■ **INSTRUCTIONS TO FOLLOW**:
Could you copy the records below exactly, leaving out any pictures?

Saved entries
********************

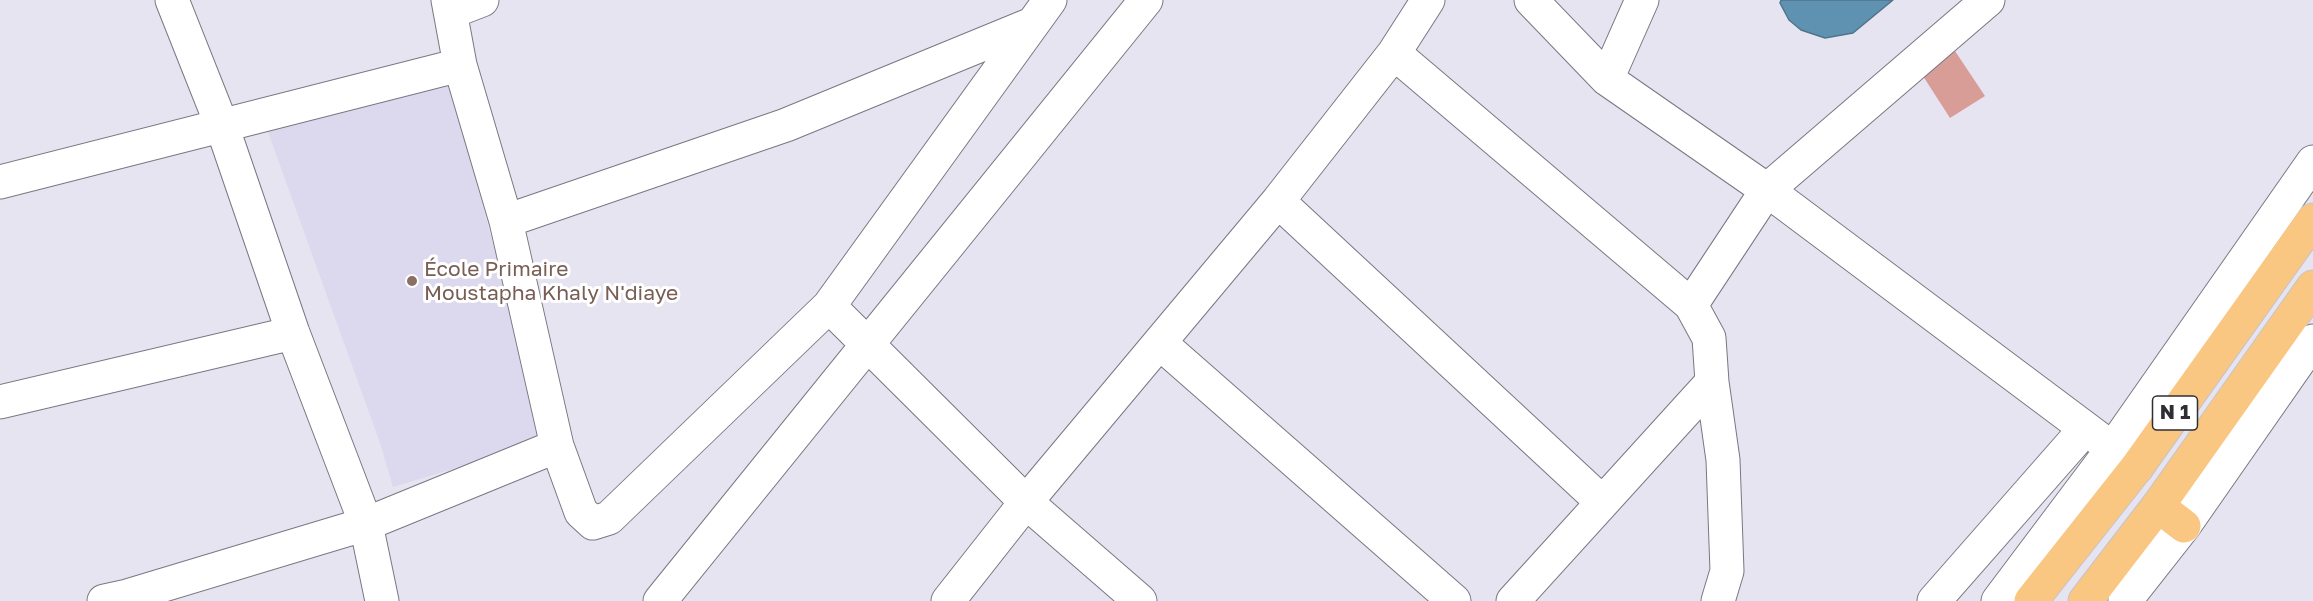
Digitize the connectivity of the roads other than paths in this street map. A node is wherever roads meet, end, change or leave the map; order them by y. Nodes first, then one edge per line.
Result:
1 (172, 0) edge
2 (482, 0) edge
3 (1146, 0) edge
4 (1428, 0) edge
5 (1531, 0) edge
6 (1642, 0) edge
7 (1988, 0) edge
8 (449, 6) edge
9 (1041, 12) edge
10 (1394, 53) junction
11 (460, 65) junction
12 (1607, 79) junction
13 (222, 126) junction
14 (2313, 162) edge
15 (0, 182) edge
16 (1767, 190) junction
17 (1278, 201) junction
18 (2313, 220) edge
19 (506, 221) junction
20 (2313, 288) edge
21 (1691, 305) junction
22 (829, 306) junction
23 (293, 333) junction
24 (2313, 341) edge
25 (1160, 343) junction
26 (868, 345) junction
27 (1712, 381) junction
28 (0, 402) edge
29 (2085, 429) junction
30 (557, 446) junction
31 (2125, 458) junction
32 (1026, 502) junction
33 (1602, 502) junction
34 (2158, 506) junction
35 (366, 525) junction
36 (2184, 526) junction
37 (120, 599) edge
38 (382, 601) edge
39 (660, 601) edge
40 (948, 601) edge
41 (1140, 601) edge
42 (1454, 601) edge
43 (1513, 601) edge
44 (1718, 601) edge
45 (1934, 601) edge
46 (1998, 601) edge
47 (2031, 601) edge
48 (2085, 601) edge
49 (2126, 601) edge

1 - 13 street
2 - 8 street
3 - 26 street
4 - 10 street
5 - 12 street
6 - 12 street
7 - 16 street
8 - 11 street
9 - 19 street
9 - 22 street
10 - 17 street
10 - 21 street
11 - 13 street
11 - 19 street
12 - 16 street
13 - 15 street
13 - 23 street
14 - 31 street
16 - 21 street
16 - 29 street
17 - 25 street
17 - 33 street
18 - 31 highway, N 1
19 - 30 street
20 - 34 highway, N 1
21 - 27 street
22 - 26 street
22 - 30 street
23 - 28 street
23 - 35 street
24 - 36 street
25 - 32 street
25 - 42 street
26 - 32 street
26 - 39 street
27 - 33 street
27 - 44 street
29 - 31 street
29 - 45 street
30 - 35 street
31 - 46 street
31 - 47 highway, N 1
32 - 40 street
32 - 41 street
33 - 43 street
34 - 36 highway
34 - 48 highway, N 1
35 - 37 street
35 - 38 street
36 - 49 street

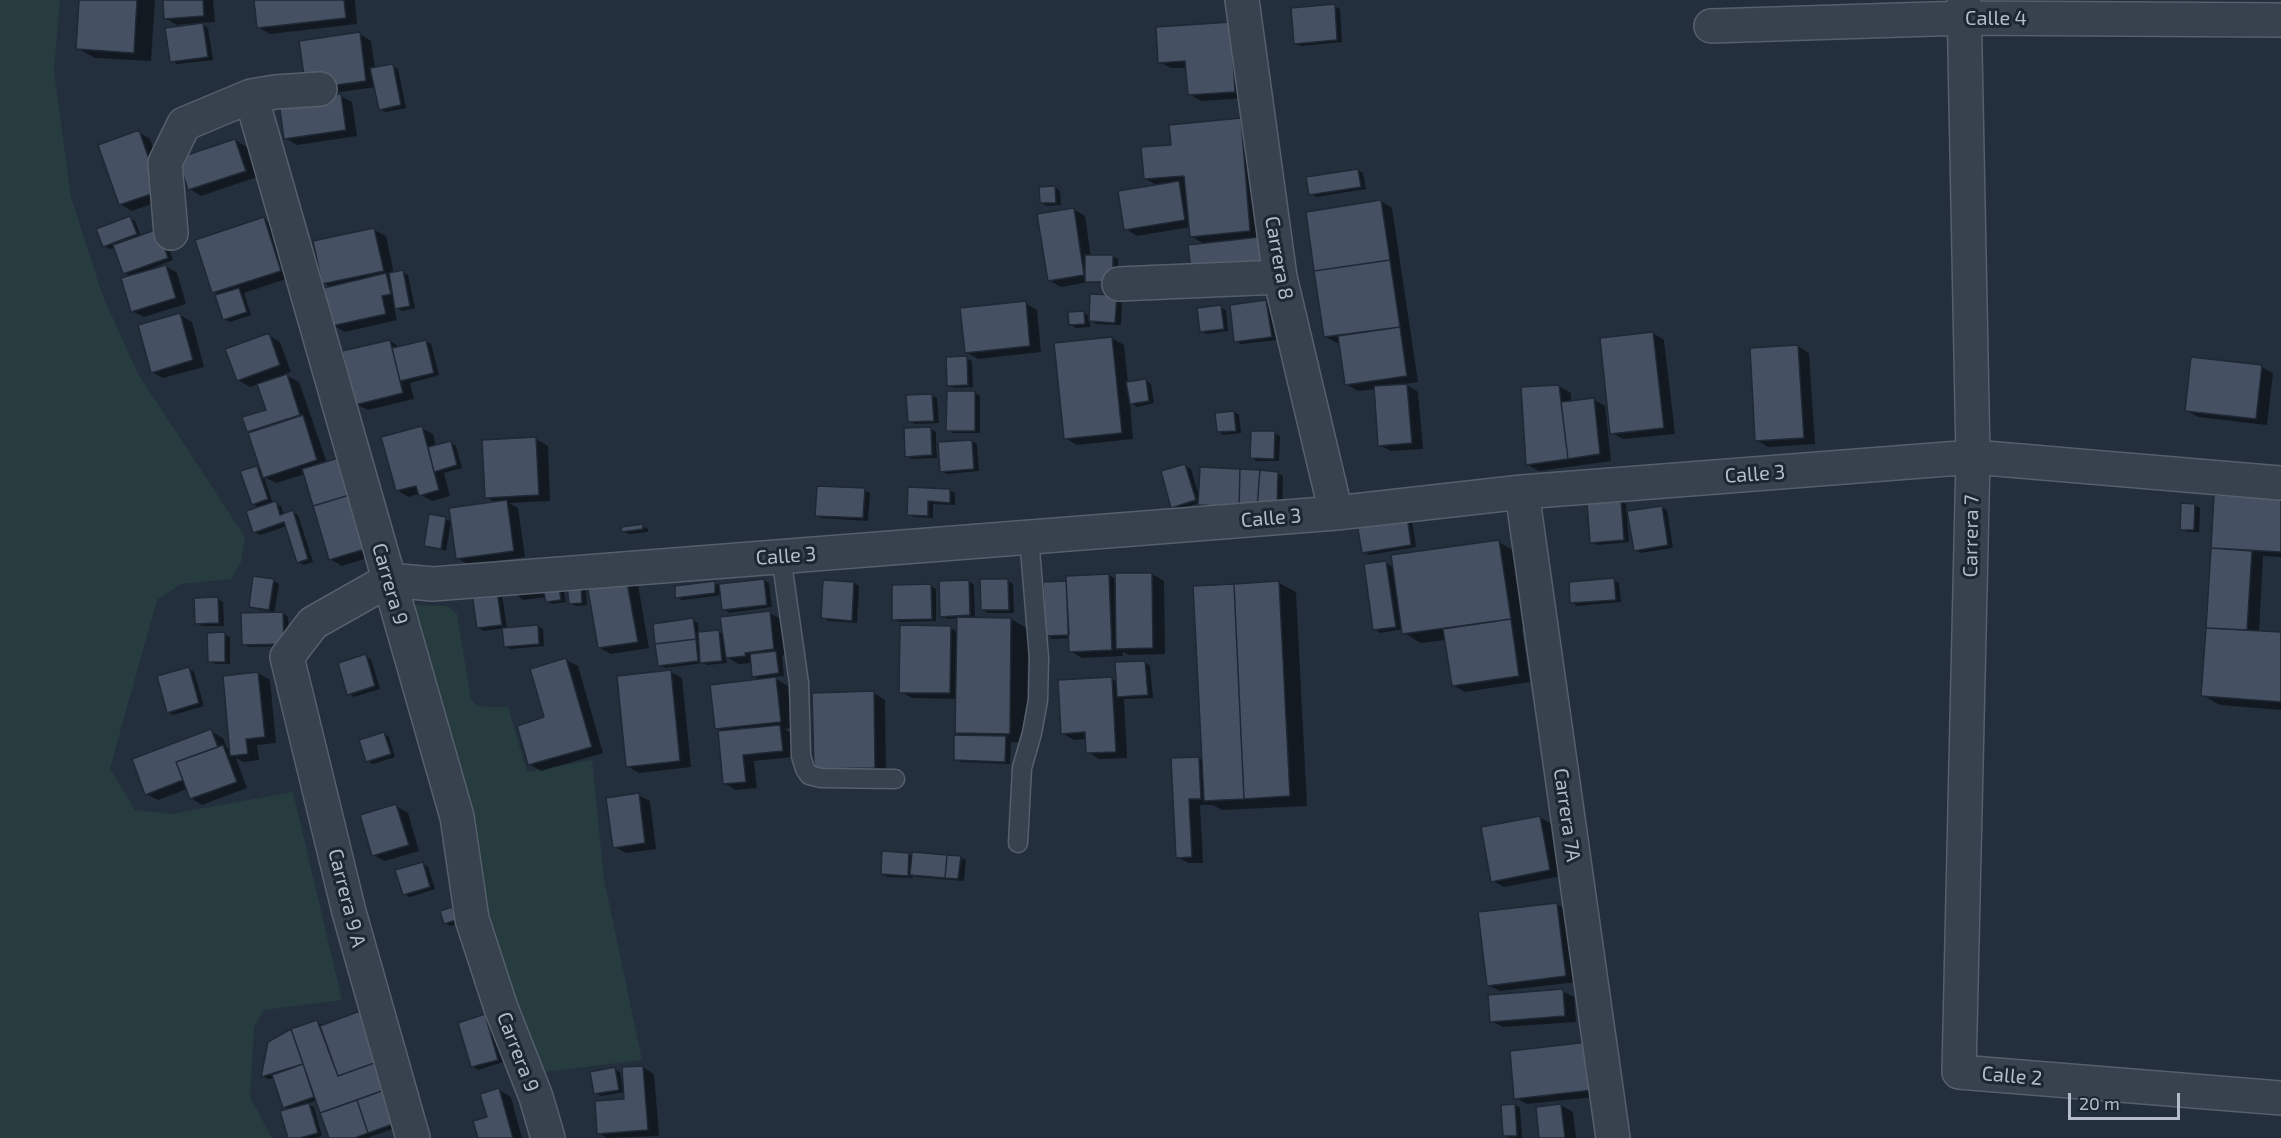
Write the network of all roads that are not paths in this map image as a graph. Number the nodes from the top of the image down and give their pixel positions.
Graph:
1 (1242, 0) edge
2 (1964, 9) edge
3 (2281, 20) edge
4 (1711, 26) dead end
5 (320, 89) dead end
6 (251, 96) junction
7 (171, 233) dead end
8 (1280, 277) junction
9 (1119, 284) dead end
10 (1973, 457) junction
11 (2281, 483) edge
12 (1522, 492) junction
13 (1336, 513) junction
14 (1029, 537) junction
15 (781, 556) junction
16 (389, 580) junction
17 (895, 779) dead end
18 (1018, 843) dead end
19 (1959, 1072) joint
20 (2281, 1098) edge
21 (413, 1138) edge
22 (548, 1138) edge
23 (1613, 1138) edge

1 - 8 street, Carrera 8
2 - 3 street, Calle 4
2 - 4 street, Calle 4
2 - 10 street, Carrera 7
5 - 6 street
6 - 7 street
6 - 16 street, Carrera 9
8 - 9 street
8 - 13 street, Carrera 8
10 - 11 street, Calle 3
10 - 12 street, Calle 3
10 - 19 street, Carrera 7
12 - 13 street, Calle 3
12 - 23 street, Carrera 7A
13 - 14 street, Calle 3
14 - 15 street, Calle 3
14 - 18 lane
15 - 16 street, Calle 3
15 - 17 lane
16 - 21 street, Carrera 9 A
16 - 22 street, Carrera 9
19 - 20 street, Calle 2

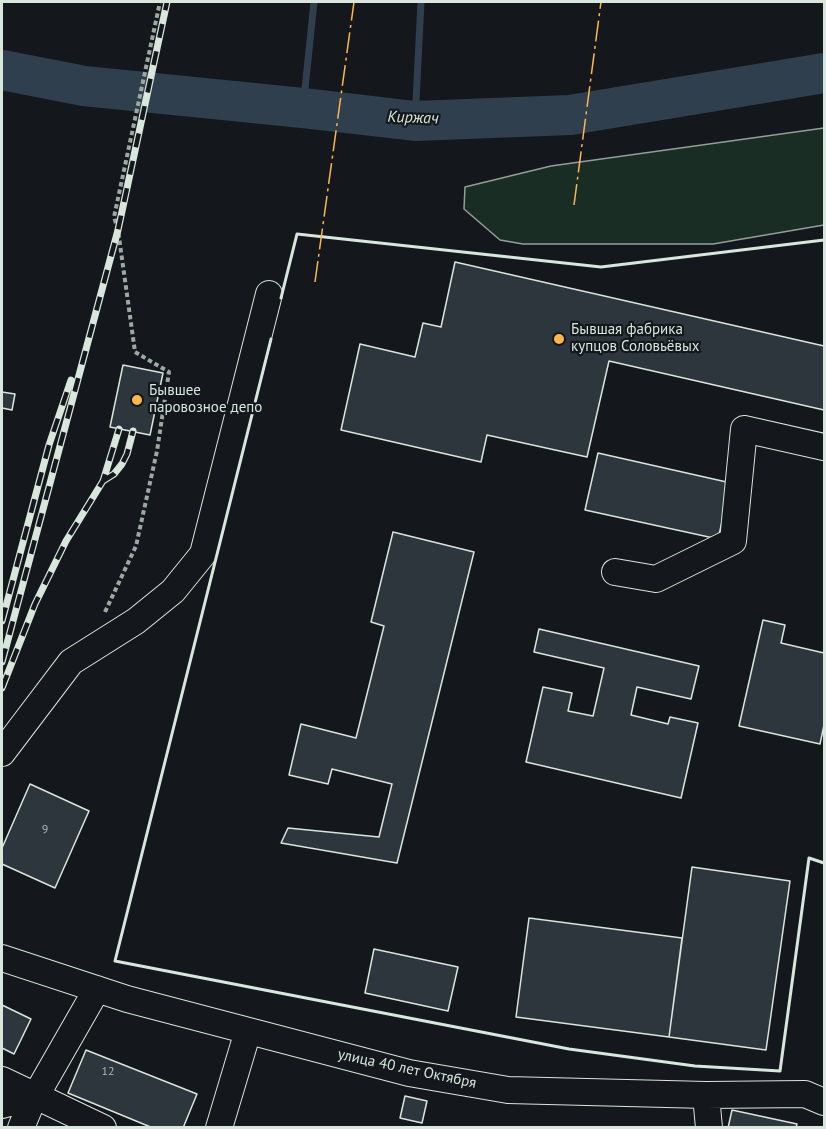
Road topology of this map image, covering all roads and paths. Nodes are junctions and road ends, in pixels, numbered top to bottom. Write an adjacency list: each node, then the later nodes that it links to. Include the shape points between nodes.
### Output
1 (160, 2): 5 (path, via 114,217 135,352 169,372 136,546)
2 (269, 294): 5 (street, via 203,554 173,591 136,621)
3 (825, 447): 4 (street, via 744,429 733,541 656,579)
4 (615, 572)
5 (86, 652): 6 (street, via 71,662)
6 (2, 753)
7 (2, 958): 8 (street, улица 40 лет Октября)
8 (96, 989): 9 (street, улица 40 лет Октября); 12 (street)
9 (248, 1031): 11 (street, улица 40 лет Октября, via 409,1073 508,1090); 17 (street)
10 (2, 1080): 12 (street)
11 (706, 1095): 13 (street, улица 40 лет Октября, via 805,1094); 18 (street)
12 (36, 1096): 14 (street); 15 (street); 16 (street)
13 (825, 1102)
14 (2, 1105)
15 (21, 1128)
16 (103, 1128)
17 (219, 1128)
18 (709, 1128)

********************

■ **RESULT BELOW**:
Digitize the connectivity of the roads other than paths in this street map. A node is wherever roads meet, end, change or leave the map; order them by y. Nodes first, then one edge per line.
Result:
1 (172, 0) edge
2 (482, 0) edge
3 (1146, 0) edge
4 (1428, 0) edge
5 (1531, 0) edge
6 (1642, 0) edge
7 (1988, 0) edge
8 (449, 6) edge
9 (1041, 12) edge
10 (1394, 53) junction
11 (460, 65) junction
12 (1607, 79) junction
13 (222, 126) junction
14 (2313, 162) edge
15 (0, 182) edge
16 (1767, 190) junction
17 (1278, 201) junction
18 (2313, 220) edge
19 (506, 221) junction
20 (2313, 288) edge
21 (1691, 305) junction
22 (829, 306) junction
23 (293, 333) junction
24 (2313, 341) edge
25 (1160, 343) junction
26 (868, 345) junction
27 (1712, 381) junction
28 (0, 402) edge
29 (2085, 429) junction
30 (557, 446) junction
31 (2125, 458) junction
32 (1026, 502) junction
33 (1602, 502) junction
34 (2158, 506) junction
35 (366, 525) junction
36 (2184, 526) junction
37 (120, 599) edge
38 (382, 601) edge
39 (660, 601) edge
40 (948, 601) edge
41 (1140, 601) edge
42 (1454, 601) edge
43 (1513, 601) edge
44 (1718, 601) edge
45 (1934, 601) edge
46 (1998, 601) edge
47 (2031, 601) edge
48 (2085, 601) edge
49 (2126, 601) edge

1 - 13 street
2 - 8 street
3 - 26 street
4 - 10 street
5 - 12 street
6 - 12 street
7 - 16 street
8 - 11 street
9 - 19 street
9 - 22 street
10 - 17 street
10 - 21 street
11 - 13 street
11 - 19 street
12 - 16 street
13 - 15 street
13 - 23 street
14 - 31 street
16 - 21 street
16 - 29 street
17 - 25 street
17 - 33 street
18 - 31 highway, N 1
19 - 30 street
20 - 34 highway, N 1
21 - 27 street
22 - 26 street
22 - 30 street
23 - 28 street
23 - 35 street
24 - 36 street
25 - 32 street
25 - 42 street
26 - 32 street
26 - 39 street
27 - 33 street
27 - 44 street
29 - 31 street
29 - 45 street
30 - 35 street
31 - 46 street
31 - 47 highway, N 1
32 - 40 street
32 - 41 street
33 - 43 street
34 - 36 highway
34 - 48 highway, N 1
35 - 37 street
35 - 38 street
36 - 49 street

Write the network of all roads that are not paths in this map image as a graph. Number the nodes from the top of the image down and give their pixel positions.
Graph:
1 (1242, 0) edge
2 (1964, 9) edge
3 (2281, 20) edge
4 (1711, 26) dead end
5 (320, 89) dead end
6 (251, 96) junction
7 (171, 233) dead end
8 (1280, 277) junction
9 (1119, 284) dead end
10 (1973, 457) junction
11 (2281, 483) edge
12 (1522, 492) junction
13 (1336, 513) junction
14 (1029, 537) junction
15 (781, 556) junction
16 (389, 580) junction
17 (895, 779) dead end
18 (1018, 843) dead end
19 (1959, 1072) joint
20 (2281, 1098) edge
21 (413, 1138) edge
22 (548, 1138) edge
23 (1613, 1138) edge

1 - 8 street, Carrera 8
2 - 3 street, Calle 4
2 - 4 street, Calle 4
2 - 10 street, Carrera 7
5 - 6 street
6 - 7 street
6 - 16 street, Carrera 9
8 - 9 street
8 - 13 street, Carrera 8
10 - 11 street, Calle 3
10 - 12 street, Calle 3
10 - 19 street, Carrera 7
12 - 13 street, Calle 3
12 - 23 street, Carrera 7A
13 - 14 street, Calle 3
14 - 15 street, Calle 3
14 - 18 lane
15 - 16 street, Calle 3
15 - 17 lane
16 - 21 street, Carrera 9 A
16 - 22 street, Carrera 9
19 - 20 street, Calle 2

Road topology of this map image, covering all roads and paths. Nodes are junctions and road ends, in pixels, numbered top to bottom. Write an adjacency list: each node, then the later nodes that it links to. Include the shape points between nodes.
### Output
1 (160, 2): 5 (path, via 114,217 135,352 169,372 136,546)
2 (269, 294): 5 (street, via 203,554 173,591 136,621)
3 (825, 447): 4 (street, via 744,429 733,541 656,579)
4 (615, 572)
5 (86, 652): 6 (street, via 71,662)
6 (2, 753)
7 (2, 958): 8 (street, улица 40 лет Октября)
8 (96, 989): 9 (street, улица 40 лет Октября); 12 (street)
9 (248, 1031): 11 (street, улица 40 лет Октября, via 409,1073 508,1090); 17 (street)
10 (2, 1080): 12 (street)
11 (706, 1095): 13 (street, улица 40 лет Октября, via 805,1094); 18 (street)
12 (36, 1096): 14 (street); 15 (street); 16 (street)
13 (825, 1102)
14 (2, 1105)
15 (21, 1128)
16 (103, 1128)
17 (219, 1128)
18 (709, 1128)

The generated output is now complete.